I considered the $k$th component of $\text{curl $f\mathbf{F}$}$. $f$ is a scalar field and $\mathbf{F}$ a vector field.
$\color{green}{[}\nabla \times (fF)\color{green}{]} _{\LARGE{\color{green}{k}}} = \epsilon_{ij\LARGE{\color{green}{k}}}\partial_i(f\mathbf{F})_j $
$= \epsilon_{ij\LARGE{\color{green}{k}}}\partial_i(fF_j) \qquad \qquad \qquad \qquad (\text{since $\mathbf{(F)}_j :=$ the $j$th component of $\mathbf{F} = F_j$})$
$= \epsilon_{ij\LARGE{\color{green}{k}}}(F_j\partial_if + f\partial_iF_j) \qquad \qquad (\text{since $f$ scalar})$
$= \underbrace{\epsilon_{ij\LARGE{\color{green}{k}}}F_j\partial_if}_{\Large{\bigstar}} + f\underbrace{{\epsilon_{ij\LARGE{\color{green}{k}}}\partial_iF_j}}_{\LARGE{\color{green}{[}\nabla \times \mathbf{F}\color{green}{]}_{\LARGE{\color{green}{k}}}}} $
Hereafter, I refer only to the term with the star underneath. Since [$\color{#007FFF}{F_j}$ corresponding to $\color{#007FFF}{\mathbf{F}}$] appears before [$\color{#FF00FF}{\partial_if}$ corresponding to $\color{#FF00FF}{\nabla f}$], thus ${\epsilon_{ij\LARGE{\color{green}{k}}}\color{#007FFF}{F_j}\color{#FF00FF}{\partial_if}} = {\color{green}{[}\color{#007FFF}{\mathbf{F}} \times \color{#FF00FF}{\nabla f}\color{green}{]} _{\LARGE{\color{green}{k}}}}$.

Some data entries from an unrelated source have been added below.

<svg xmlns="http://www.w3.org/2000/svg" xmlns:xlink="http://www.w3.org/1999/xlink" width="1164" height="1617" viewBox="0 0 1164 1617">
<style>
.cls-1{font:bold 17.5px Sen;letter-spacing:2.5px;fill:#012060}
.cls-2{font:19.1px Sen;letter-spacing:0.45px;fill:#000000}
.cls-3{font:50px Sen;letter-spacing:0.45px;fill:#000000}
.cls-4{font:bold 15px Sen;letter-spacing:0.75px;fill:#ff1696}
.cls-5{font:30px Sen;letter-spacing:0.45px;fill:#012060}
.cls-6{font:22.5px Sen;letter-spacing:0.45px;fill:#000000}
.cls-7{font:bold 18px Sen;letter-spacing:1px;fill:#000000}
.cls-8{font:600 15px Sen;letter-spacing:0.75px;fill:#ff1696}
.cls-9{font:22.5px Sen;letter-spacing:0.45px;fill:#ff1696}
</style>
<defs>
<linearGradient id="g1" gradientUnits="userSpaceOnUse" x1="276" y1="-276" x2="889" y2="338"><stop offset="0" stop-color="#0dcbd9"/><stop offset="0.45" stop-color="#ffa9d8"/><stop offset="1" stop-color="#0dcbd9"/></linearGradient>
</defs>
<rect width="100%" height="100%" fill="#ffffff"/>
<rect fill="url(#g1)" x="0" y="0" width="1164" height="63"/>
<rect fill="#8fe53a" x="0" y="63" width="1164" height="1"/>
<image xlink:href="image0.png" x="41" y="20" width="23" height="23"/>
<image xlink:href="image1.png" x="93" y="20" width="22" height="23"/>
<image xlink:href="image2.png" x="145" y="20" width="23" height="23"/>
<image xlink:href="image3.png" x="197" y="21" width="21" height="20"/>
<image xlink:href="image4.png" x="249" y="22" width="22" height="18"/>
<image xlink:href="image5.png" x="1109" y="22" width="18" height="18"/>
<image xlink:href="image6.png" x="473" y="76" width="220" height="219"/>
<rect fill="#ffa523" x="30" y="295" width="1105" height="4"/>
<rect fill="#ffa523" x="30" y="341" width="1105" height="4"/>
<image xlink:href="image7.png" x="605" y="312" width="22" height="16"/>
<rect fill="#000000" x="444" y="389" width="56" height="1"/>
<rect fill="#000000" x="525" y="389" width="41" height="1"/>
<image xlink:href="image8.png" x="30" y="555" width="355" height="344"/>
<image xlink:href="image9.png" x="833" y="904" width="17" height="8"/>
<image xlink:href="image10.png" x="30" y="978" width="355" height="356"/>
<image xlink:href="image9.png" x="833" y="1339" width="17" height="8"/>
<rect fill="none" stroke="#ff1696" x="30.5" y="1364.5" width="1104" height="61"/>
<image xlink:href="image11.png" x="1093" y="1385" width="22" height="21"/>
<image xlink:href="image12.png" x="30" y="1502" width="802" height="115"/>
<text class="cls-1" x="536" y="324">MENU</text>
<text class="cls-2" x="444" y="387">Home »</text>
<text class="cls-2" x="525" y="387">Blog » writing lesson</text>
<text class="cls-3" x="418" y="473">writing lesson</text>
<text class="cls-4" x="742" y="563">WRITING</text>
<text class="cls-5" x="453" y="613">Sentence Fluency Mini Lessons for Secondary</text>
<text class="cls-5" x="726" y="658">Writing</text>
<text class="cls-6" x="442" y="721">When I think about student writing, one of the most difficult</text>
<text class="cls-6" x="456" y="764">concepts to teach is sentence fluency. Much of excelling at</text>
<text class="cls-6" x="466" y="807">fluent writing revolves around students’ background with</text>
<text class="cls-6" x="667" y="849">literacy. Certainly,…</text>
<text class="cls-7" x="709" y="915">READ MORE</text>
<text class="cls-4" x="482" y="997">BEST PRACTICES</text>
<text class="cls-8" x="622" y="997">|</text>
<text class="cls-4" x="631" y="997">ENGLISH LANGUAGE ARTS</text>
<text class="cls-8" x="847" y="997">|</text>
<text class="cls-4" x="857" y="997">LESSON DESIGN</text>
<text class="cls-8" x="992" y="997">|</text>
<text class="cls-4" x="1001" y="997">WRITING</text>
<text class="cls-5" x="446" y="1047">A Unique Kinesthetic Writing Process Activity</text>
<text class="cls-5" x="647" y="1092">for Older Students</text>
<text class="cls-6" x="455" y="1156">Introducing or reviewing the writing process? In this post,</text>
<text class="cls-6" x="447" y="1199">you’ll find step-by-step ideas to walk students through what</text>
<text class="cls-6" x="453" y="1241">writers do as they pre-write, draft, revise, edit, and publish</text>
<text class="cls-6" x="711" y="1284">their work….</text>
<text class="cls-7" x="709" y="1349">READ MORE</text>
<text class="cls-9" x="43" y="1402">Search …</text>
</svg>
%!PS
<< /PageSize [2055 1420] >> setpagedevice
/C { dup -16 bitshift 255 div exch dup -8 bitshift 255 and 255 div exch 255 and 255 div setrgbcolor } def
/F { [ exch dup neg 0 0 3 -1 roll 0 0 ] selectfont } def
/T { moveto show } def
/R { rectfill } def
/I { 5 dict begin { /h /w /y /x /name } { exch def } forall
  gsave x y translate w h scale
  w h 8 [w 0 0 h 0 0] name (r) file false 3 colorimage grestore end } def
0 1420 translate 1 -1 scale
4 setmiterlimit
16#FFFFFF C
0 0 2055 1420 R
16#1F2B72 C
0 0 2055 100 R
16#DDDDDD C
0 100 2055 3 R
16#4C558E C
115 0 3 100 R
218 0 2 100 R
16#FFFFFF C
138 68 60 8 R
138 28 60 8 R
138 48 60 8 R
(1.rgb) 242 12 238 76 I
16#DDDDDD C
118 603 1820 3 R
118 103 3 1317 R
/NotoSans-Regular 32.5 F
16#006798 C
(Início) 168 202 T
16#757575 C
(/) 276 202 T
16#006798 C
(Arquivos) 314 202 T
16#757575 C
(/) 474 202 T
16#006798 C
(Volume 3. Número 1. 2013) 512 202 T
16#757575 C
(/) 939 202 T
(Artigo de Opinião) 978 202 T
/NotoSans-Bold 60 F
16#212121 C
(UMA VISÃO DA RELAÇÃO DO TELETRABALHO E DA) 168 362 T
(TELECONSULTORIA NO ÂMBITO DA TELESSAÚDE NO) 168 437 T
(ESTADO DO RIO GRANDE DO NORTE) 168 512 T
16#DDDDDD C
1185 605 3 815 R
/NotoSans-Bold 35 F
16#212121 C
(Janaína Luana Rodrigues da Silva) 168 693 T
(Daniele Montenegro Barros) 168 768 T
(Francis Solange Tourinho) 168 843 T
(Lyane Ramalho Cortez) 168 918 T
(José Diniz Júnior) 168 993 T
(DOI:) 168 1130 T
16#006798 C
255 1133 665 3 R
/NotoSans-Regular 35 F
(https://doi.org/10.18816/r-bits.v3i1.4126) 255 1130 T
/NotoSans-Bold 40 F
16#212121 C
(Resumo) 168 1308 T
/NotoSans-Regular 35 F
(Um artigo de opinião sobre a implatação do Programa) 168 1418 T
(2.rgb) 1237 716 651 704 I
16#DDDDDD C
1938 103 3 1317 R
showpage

But the answer states $\color{green}{[}\nabla f \times \mathbf{F}\color{green}{]} _{\LARGE{\color{green}{k}}}$. What went wrong?
$\large{\text{Supplement to Andrew D's response :}}$
Here's my understanding of your answer : In ${\epsilon_{ij\LARGE{\color{green}{k}}}F_j\partial_if}, \; {(i, j, \LARGE{\color{green}{k}})}$ (in the subscript of the Levi-Civita symbol) denotes the order of the components. So the $i$th component must appear first, and the $j$th component second.
However, since $(i, j, k) = \color{brown}{(j, k, i)}$, therefore $\epsilon_{ijk} = \epsilon_{\color{brown}{\LARGE{jki}}}$. $\color{brown}{\text{Now, $j$ precedes $i$, so wouldn't this result in the wrong order of the components?}}$
$\large{\text{2nd Supplement to Andrew D's Comment beneath his Answer :}}$
$\color{#3EB489}{\text{The variable in the permutation succeeding the variable that's not summed}}$ corresponds to the first component to appear. Here, $k$ denotes the component being analysed so is not summed. Since I am looking at $\color{brown}{(j, k, i)}$, $\color{#3EB489}{i}$ succeeds $k$ so the $\color{#3EB489}{i}$th component is the first. Therefore, ${\epsilon_{ijk}F_j\color{#3EB489}{\partial_{\LARGE{i}}}f}$ = ${\epsilon_{\color{brown}{\LARGE{jki}}}\color{#3EB489}{\partial_{\LARGE{i}}}F_jf} = \color{green}{[}\color{#3EB489}{\nabla f} \times \mathbf{F}\color{green}{]} _{\LARGE{\color{green}{k}}} $
However, this appears to discord with Steven Stadnicki's 2nd comment, according to which: $ {\epsilon_{\color{brown}{\LARGE{jki}}}F_j\partial_if} = {\color{green}{[}\mathbf{F} \times \nabla f\color{green}{]} _{\LARGE{\color{green}{k}}}}$?